Bir Ressamın Evinde: Muhammed Yalçınkaya

Ankara’nın dar ve sessiz sokaklarında, sıradan bir apartman dairesi gibi görünen bir ev var. Ama kapıdan içeri adımınızı attığınız anda bu evin bir evden fazlası olduğunu anlıyorsunuz. Burası, ressam Muhammed Yalçınkaya’nın yaşadığı, düşündüğü, ürettiği ve sonunda galerileştirdiği bir yer: hem yaşam alanı, hem atölyesi, hem de kendi tabiriyle “sokağa açık bir sergi”.

Muhammed’in evi, sanatın resmiyetinden uzak; beyaz duvarlara hapsolmamış, açılış saatlerine bağlı olmayan bir galeri. Sokaktan geçen herkesin uğrayabileceği, kapının çalınabileceği, çayla birlikte sanat konuşulabilecek bir alan. Bu yönüyle klasik sergi anlayışının çok dışında bir öneri sunuyor. Sanat burada bir tüketim nesnesi değil, gündelik hayatın bir parçası.

Evin duvarlarında yağlı boya tablolar, eskizler, küçük heykeller yer alıyor. Kimi zaman yemek masasının üstünde, kimi zaman salonun köşesinde beliren eserler, izleyicisini konfor alanının içinde karşılıyor. “Eser ile izleyici arasında mesafe kalmasın,” diyor Muhammed. Bu yüzden çoğu zaman ziyaretçilerle birlikte oturup bir çay içiyor, sohbet ediyor, gerekirse fırçasını bırakıp sizi dinliyor.

Muhammed Yalçınkaya’nın bu yaşam biçimi sadece bir sanat pratiği değil, aynı zamanda bir sosyal deney. Mahalleliyle, ziyaretçilerle, öğrencilerle kurduğu ilişki, bir sanatçının kentle kurduğu ilişkiye dair güçlü ipuçları barındırıyor. Bu evdeki samimiyet, Ankara’nın gri sokaklarında parlayan bir renk gibi; içine giren herkes için hem şaşırtıcı hem de ilham verici.

Ziyaretçiler bazen eser satın almaya geliyor, bazen sadece bir kahve içip konuşmaya. Bu da evin hem yaşayan hem yaşatan bir galeriye dönüştüğünü gösteriyor. Üstelik kapısı her zaman açık değil, ama arandığında çoğu zaman açılıyor. Çünkü burası hâlâ bir ev – sadece içi sanatla dolu.

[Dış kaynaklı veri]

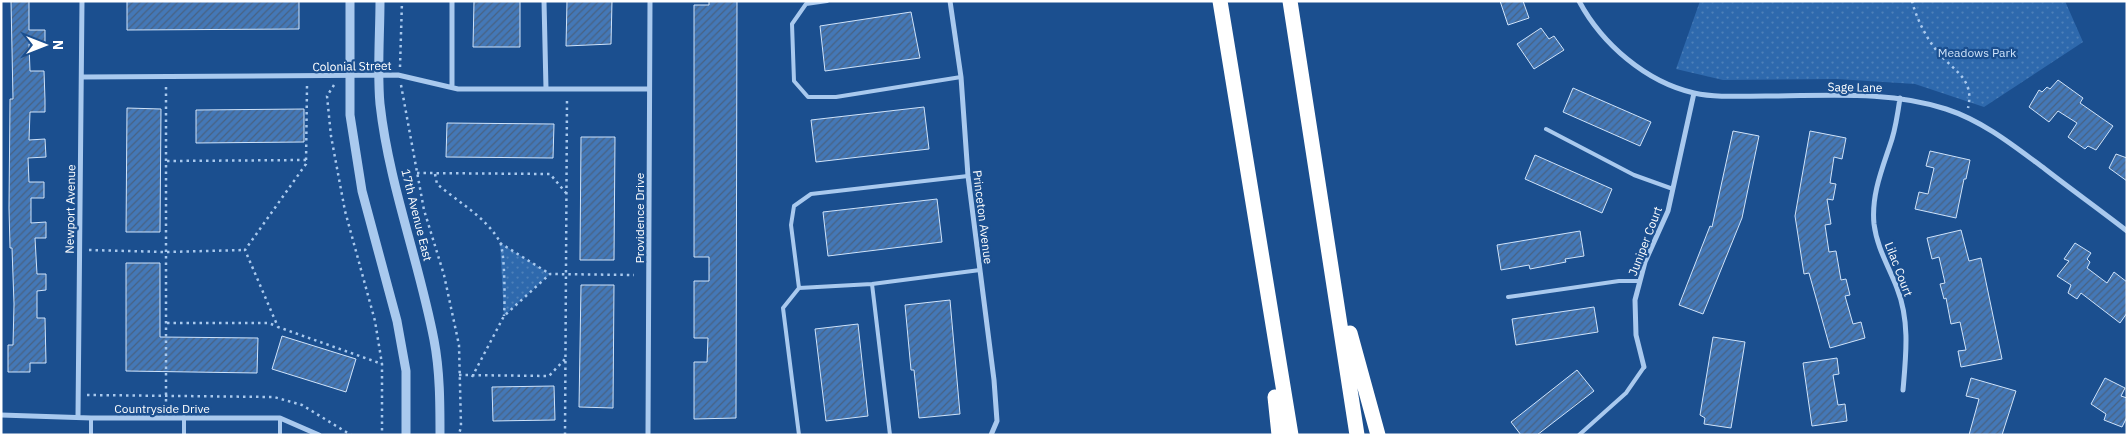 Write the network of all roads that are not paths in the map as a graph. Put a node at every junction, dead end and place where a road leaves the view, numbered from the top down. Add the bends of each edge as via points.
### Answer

Muhammed’in evi, “sanat galerisi” kavramını yeniden düşündürüyor. Sergi salonlarından uzak, gündelik hayatın içinde, herkesin erişebileceği bir form öneriyor. Ve Ankara gibi bir şehirde, böyle alternatif bir alanın varlığı, sanatla kurduğumuz mesafeyi bir nebze olsun azaltıyor.